Frente a esto, los plazos fijos recuperaron protagonismo ofreciendo mejores tasas de interés y ubicándose como opción frente a un panorama donde ya nadie espera que el dólar en el país se dispare.

Vale este dato: Entre abril de 2010 e igual mes de 2011, la tasa promedio anual de los bancos para los plazos fijos a 30 días en pesos pasó del 8,77% al 10,16%, según datos del Banco Central.
La cuenta es simple. Sólo entre 2010 y 2011, mientras el que apostó por el dólar  ganó sólo un 4,65% en pesos, el que puso su dinero en plazo fijo ganó cerca del 10%. El doble.

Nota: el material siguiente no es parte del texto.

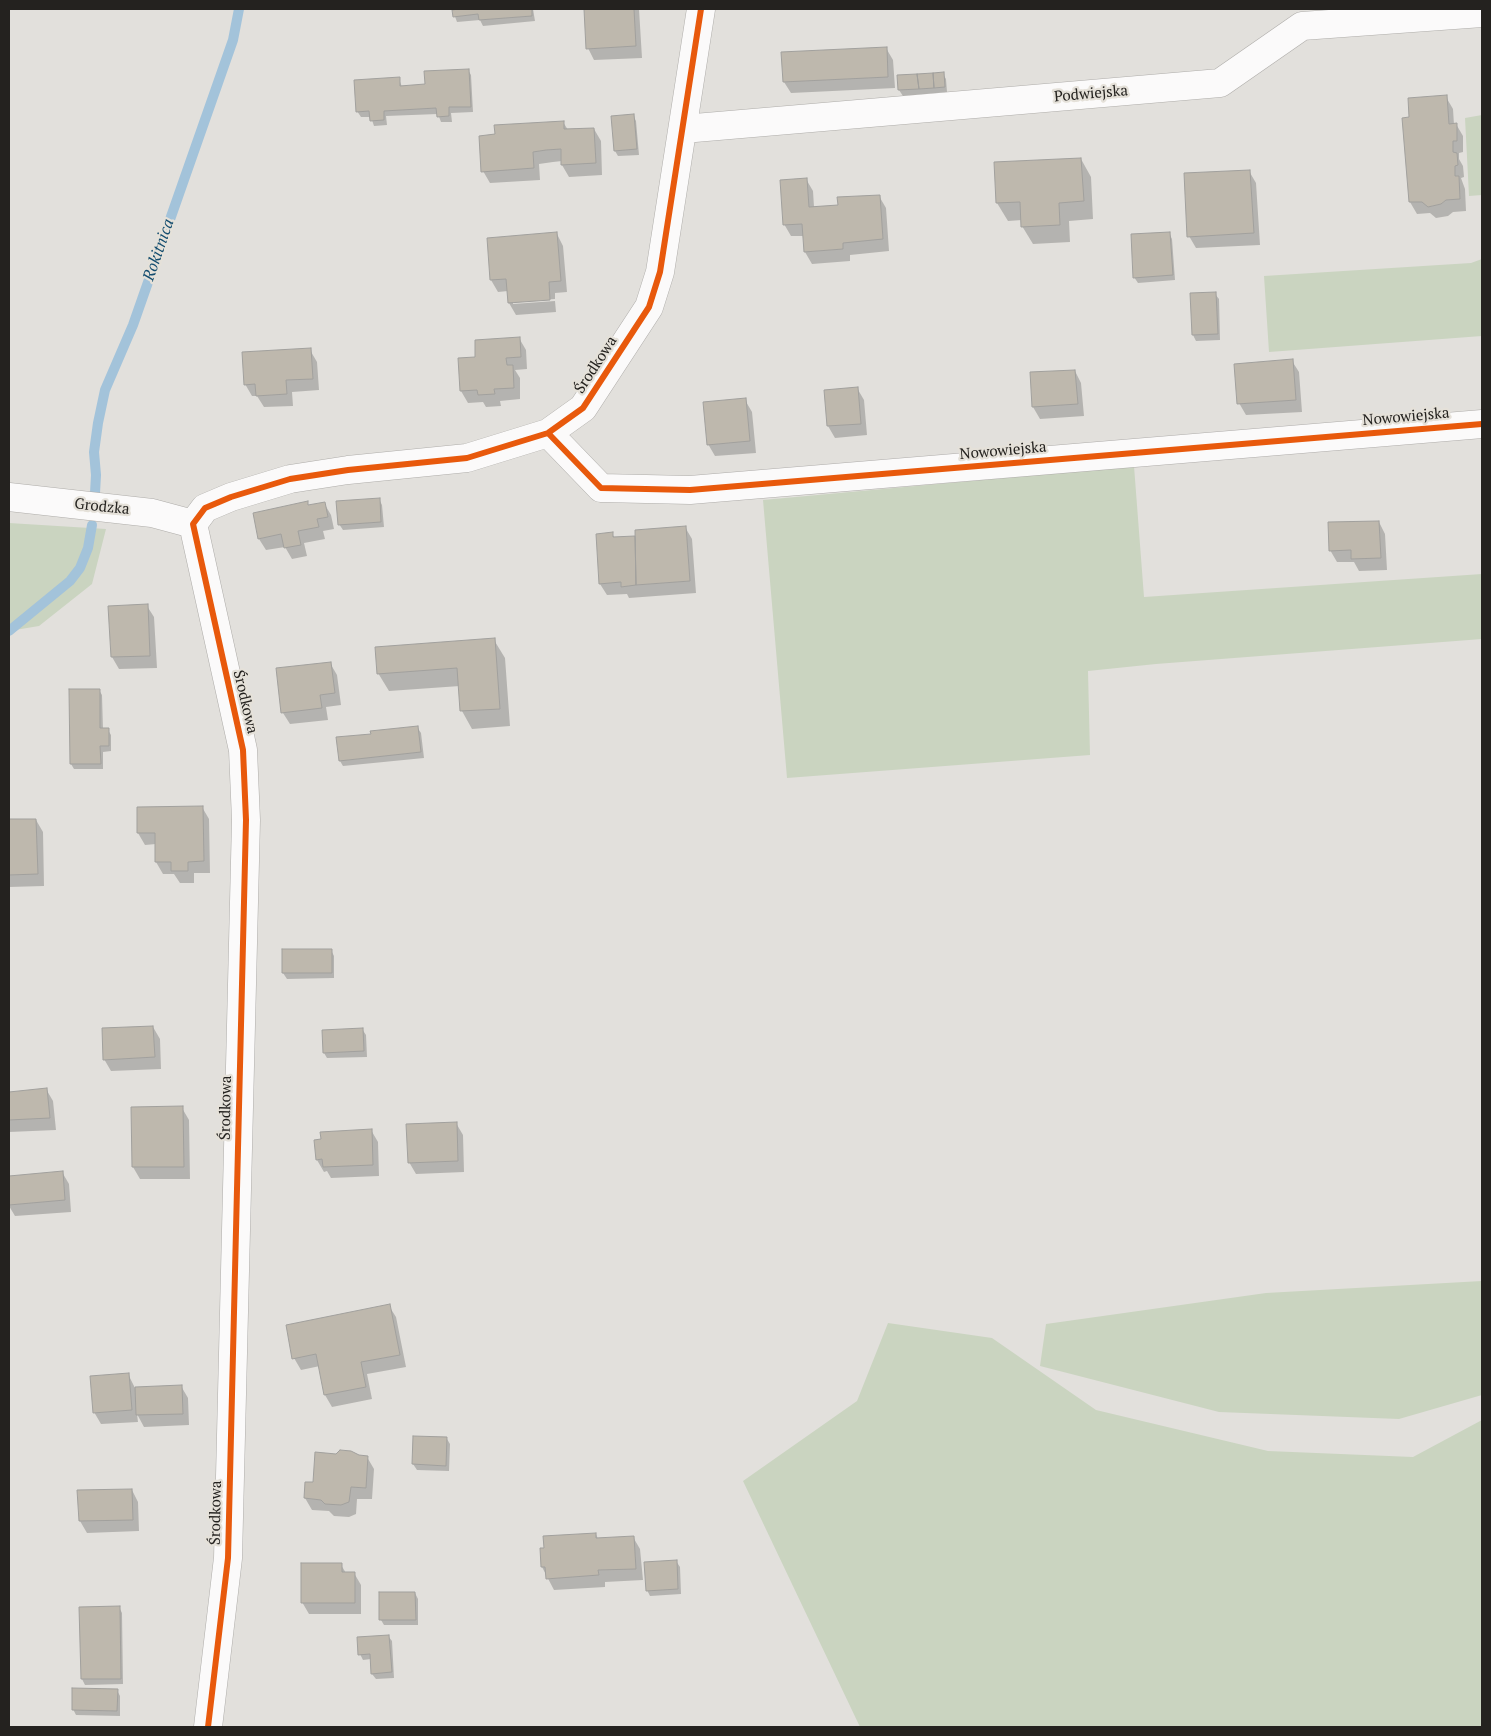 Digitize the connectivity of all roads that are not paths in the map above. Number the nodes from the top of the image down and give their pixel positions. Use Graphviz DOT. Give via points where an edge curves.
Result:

En ningún caso -dólar o plazo fijo- la inversión sirvió para ganarle a la inflación, eso es evidente frente a subas de precios del 25% al 30% anual, pero sí llevar el dinero al banco permitió perder menos. Y es eso lo que explica por qué están creciendo los depósitos en una tendencia que al menos en el corto plazo promete seguir, ya que nadie espera, ni el Gobierno pretende, que haya una mega devaluación.

Que crezcan los plazos fijos es una buena noticia. Ahorrar en dólares fuera del sistema equivale  a fuga de capitales (dinero que se va del sistema), mientras que el dinero en los bancos puesto a plazo fijo alienta para que haya más crédito. Y así la rueda empieza a girar con más consumo e inversión.